Литвинов же, не торопясь, продолжал.
— Из дальнейших стихов ничего о ней не извлечёшь, она удивительно скрытна, причём хорошо умеет скрывать свои недостатки и очень хорошо выявляет чужие. Требовательная к другим, она соблюдает как бы дистанцию, ставит ограду вокруг себя. Её образ в стихах — надменная красавица, раненая любовью. Но она устремлена в социум, и стремления её вовсе не семейные и не любовные, я бы даже сказал, что она не умеет любить, но может изобразить любовь. Эмоции как будто велики, но на самом деле она вовсе не откровенна, тщательно отбирает и дозирует метафоры, выстраивает фразу, подбирает рифмы. Тут больше рифм, чем любви и заметно подражание Кузмину и Анненскому.
— Все юные кому-то подражают, тут ничего особенного нет, — вступился я за Ахматову. — А что ты ещё в ней разглядел? — я был почти уверен, что анализ на этом и закончится.

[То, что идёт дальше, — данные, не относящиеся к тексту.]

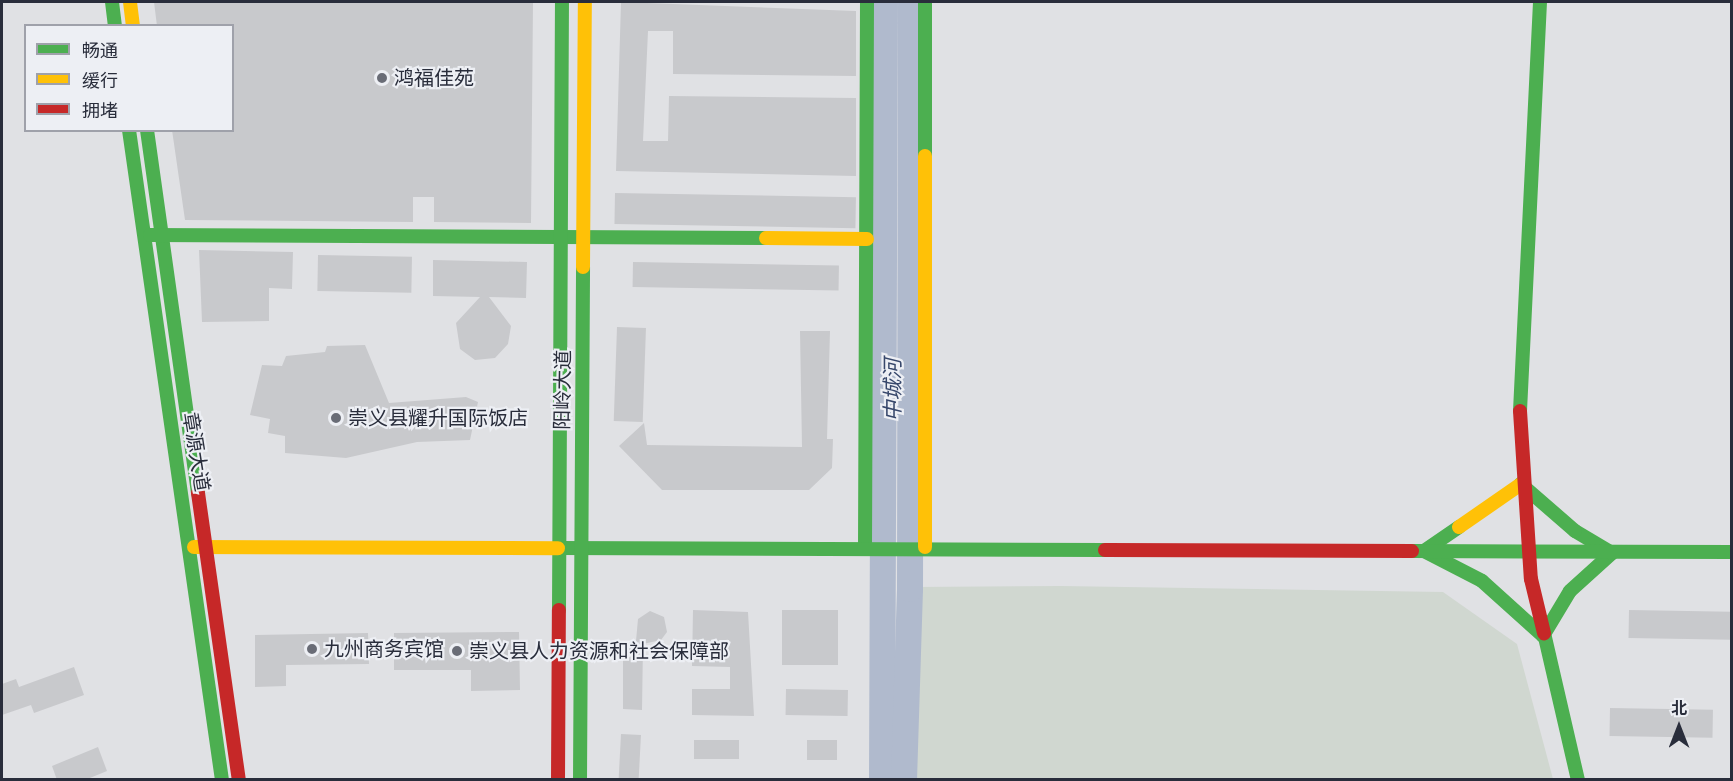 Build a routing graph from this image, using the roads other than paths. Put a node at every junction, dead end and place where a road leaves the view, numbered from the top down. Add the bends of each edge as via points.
1 (112, 2) edge
2 (130, 2) edge
3 (562, 2) edge
4 (585, 2) edge
5 (867, 2) edge
6 (925, 2) edge
7 (1540, 2) edge
8 (115, 24) edge
9 (133, 24) edge
10 (129, 132) edge
11 (147, 132) edge
12 (160, 234) junction
13 (143, 236) junction
14 (867, 239) junction
15 (560, 241) junction
16 (584, 241) junction
17 (1521, 484) junction
18 (207, 546) junction
19 (190, 547) junction
20 (871, 547) junction
21 (919, 547) junction
22 (559, 548) junction
23 (580, 549) junction
24 (1424, 551) junction
25 (1731, 552) edge
26 (1529, 553) junction
27 (1612, 553) junction
28 (1543, 636) junction
29 (222, 780) edge
30 (239, 780) edge
31 (558, 780) edge
32 (580, 780) edge
33 (1578, 780) edge

1 - 8 street
2 - 9 street
3 - 15 street, 阳岭大道
4 - 16 street, 阳岭大道
5 - 14 street
6 - 21 street
7 - 17 street via 1520,394
10 - 13 street, 章源大道
11 - 12 street, 章源大道
12 - 13 street
12 - 15 street
12 - 18 street, 章源大道
13 - 19 street, 章源大道
14 - 16 street
14 - 20 street
15 - 16 street
15 - 22 street, 阳岭大道
16 - 23 street, 阳岭大道
17 - 24 street
17 - 26 street
17 - 27 street via 1575,531
18 - 19 street
18 - 22 street
18 - 30 street, 章源大道
19 - 29 street, 章源大道
20 - 21 street
20 - 23 street
21 - 24 street
22 - 23 street
22 - 31 street, 阳岭大道
23 - 32 street, 阳岭大道
24 - 26 street
24 - 28 street via 1482,581
25 - 27 street
26 - 27 street
26 - 28 street
27 - 28 street via 1570,591
28 - 33 street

— Дальше, — Шерлок вытянул губы трубочкой, — я решусь развить два уже намеченные допущения. Эта женщина не умела познавать реальность и не ценила семьи. В ней проступают безразличие или даже ненависть к родным местам. Традиции страны ей тоже в принципе безразличны. В ней виден единый стержень, и он всё тот же, намеченный сразу, это явный догмат честолюбия. Непреклонно и, возможно, бессознательно она ставит перед собой амбициозную цель. Остаться в веках во мраморе. Как ни странно, в ней чувствуется самодисциплина и готовность использовать слабости других ради собственных целей. Такие люди могут подняться на финансовом рынке, начав мальчиком на побегушках или стать олимпийским чемпионом после авиакатастрофы. Цель не бывает невыполнимой, а планка слишком высокой. И в её распоряжении было всё, чтобы реализовать свои амбиции.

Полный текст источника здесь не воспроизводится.